OHAL’in ilan edildiği günden bu yana, işçilerin aleyhine olan yasalar hızla KHK yoluyla yürürlüğe sokuldu. Hakları için direnen, mücadele eden, haksızlıklara itiraz eden işçiler ise, OHAL bahanesiyle baskı altına alındı. İşçilere yönelik baskılar artarken, patronların işçi çıkarmasına göz yumuldu. Buradan anlaşılan, OHAL koşullarının patronlara yaradığı, hükümetin patronların taleplerini bu fırsattan istifade ederek gerçekleştirmeye çalıştığıdır. Bunların sonucunda iş güvenliği denetimleri daha da gevşiyor, iş kazaları ve iş cinayetlerinde ciddi bir artış meydana geliyor.
İşçi Sağlığı ve İş Güvenliği Meclisi’nin Ağustos ayı raporuna göre, geçen ay boyunca iş cinayetlerinde en az 199 işçi hayatını kaybetti. 2016’nın ilk 8 ayında hayatını kaybeden işçilerin sayısı ise 1250’ye ulaştı. Ağustos ayında hayatını kaybeden işçilerin sayısı önceki yılların Ağustos aylarına göre de ciddi bir artış meydana geldiğini yansıtıyor.
2013 yılının Ağustos ayında en az 130 işçi,
2014 yılının Ağustos ayında en az 160 işçi,
2015 yılının Ağustos ayında en az 162 işçi,
2016 yılının Ağustos ayında ise en az 199 işçi.

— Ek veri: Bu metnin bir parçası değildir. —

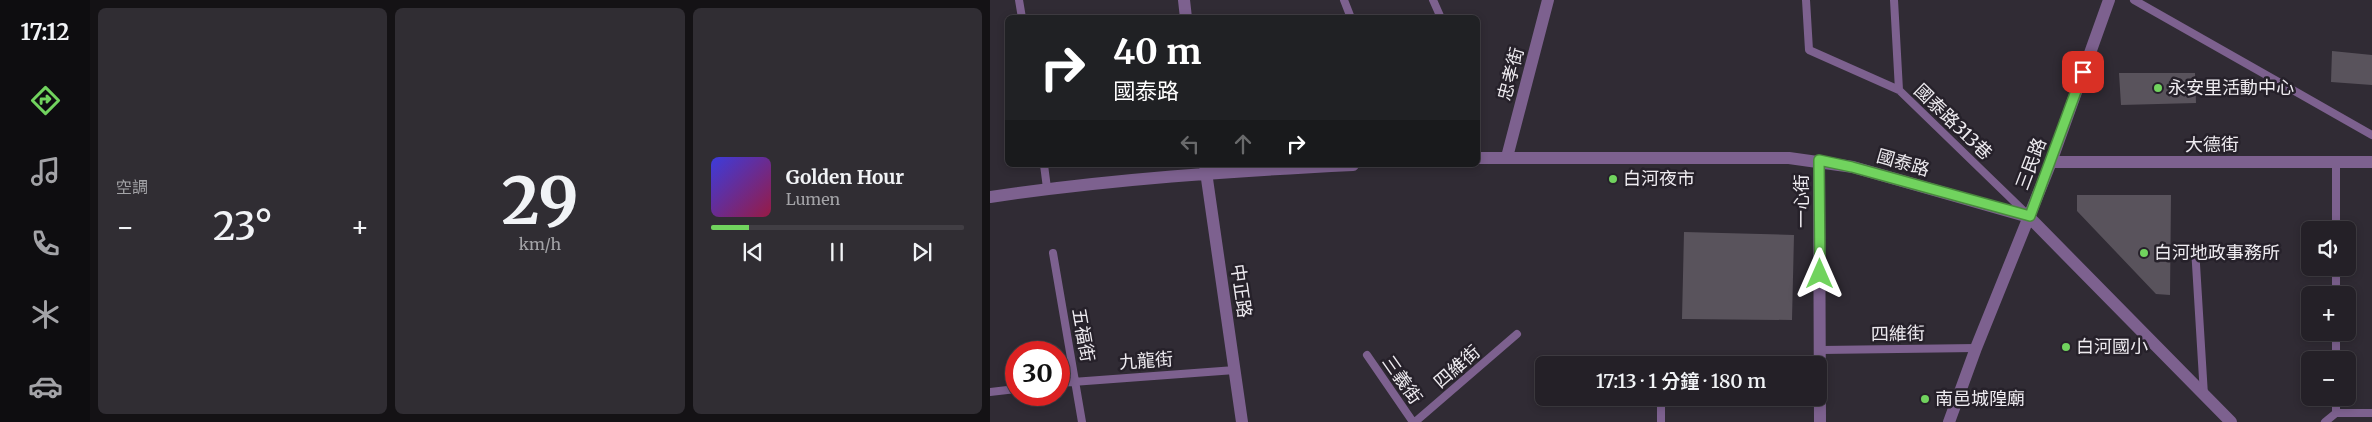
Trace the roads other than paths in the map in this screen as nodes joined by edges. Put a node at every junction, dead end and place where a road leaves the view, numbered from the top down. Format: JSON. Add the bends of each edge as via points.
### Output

İş cinayetlerinin işkollarına göre dağılımında tarım-orman işkolu yüzde 22, inşaat-yol işkolu yüzde 21, taşımacılık işkolu yüzde 14 oranlarıyla başı çektiler. Nedenlerine göre dağılımındaysa trafik-servis kazalarında 55 işçinin, düşme nedeniyle 34 işçinin ezilme-göçük nedeniyle 34 işçinin, elektrik çarpması nedeniyle 19 işçinin yaşamını yitirdiğine dikkat çekildi. Yine rapora göre iş cinayetlerinin en fazla gerçekleştiği kent İstanbul oldu.
Sermayenin çıkarı için işçi sınıfının canını hiçe sayan, işçiyi kanının son damlasına kadar sömüren patronların düzeni, kendi çıkardığı yasalarla işçilere tanıdığı hakları dahi OHAL’i bahane ederek görmezden geliyor. Yasaları askıya alıyor. Sermayenin çıkarı söz konusu olduğunda yasaların dışına çıkarak onu korumayı görev biliyor. İşçi sınıfı, ancak sermaye düzeninin yalanlarına, ayak oyunlarına kanmadan hakları için bir araya geldiğinde ve mücadele ettiğinde bu asalaklar düzenine karşı haklarını koruyabilir ve geliştirebilir. İşçi ölümlerine de son verebilir.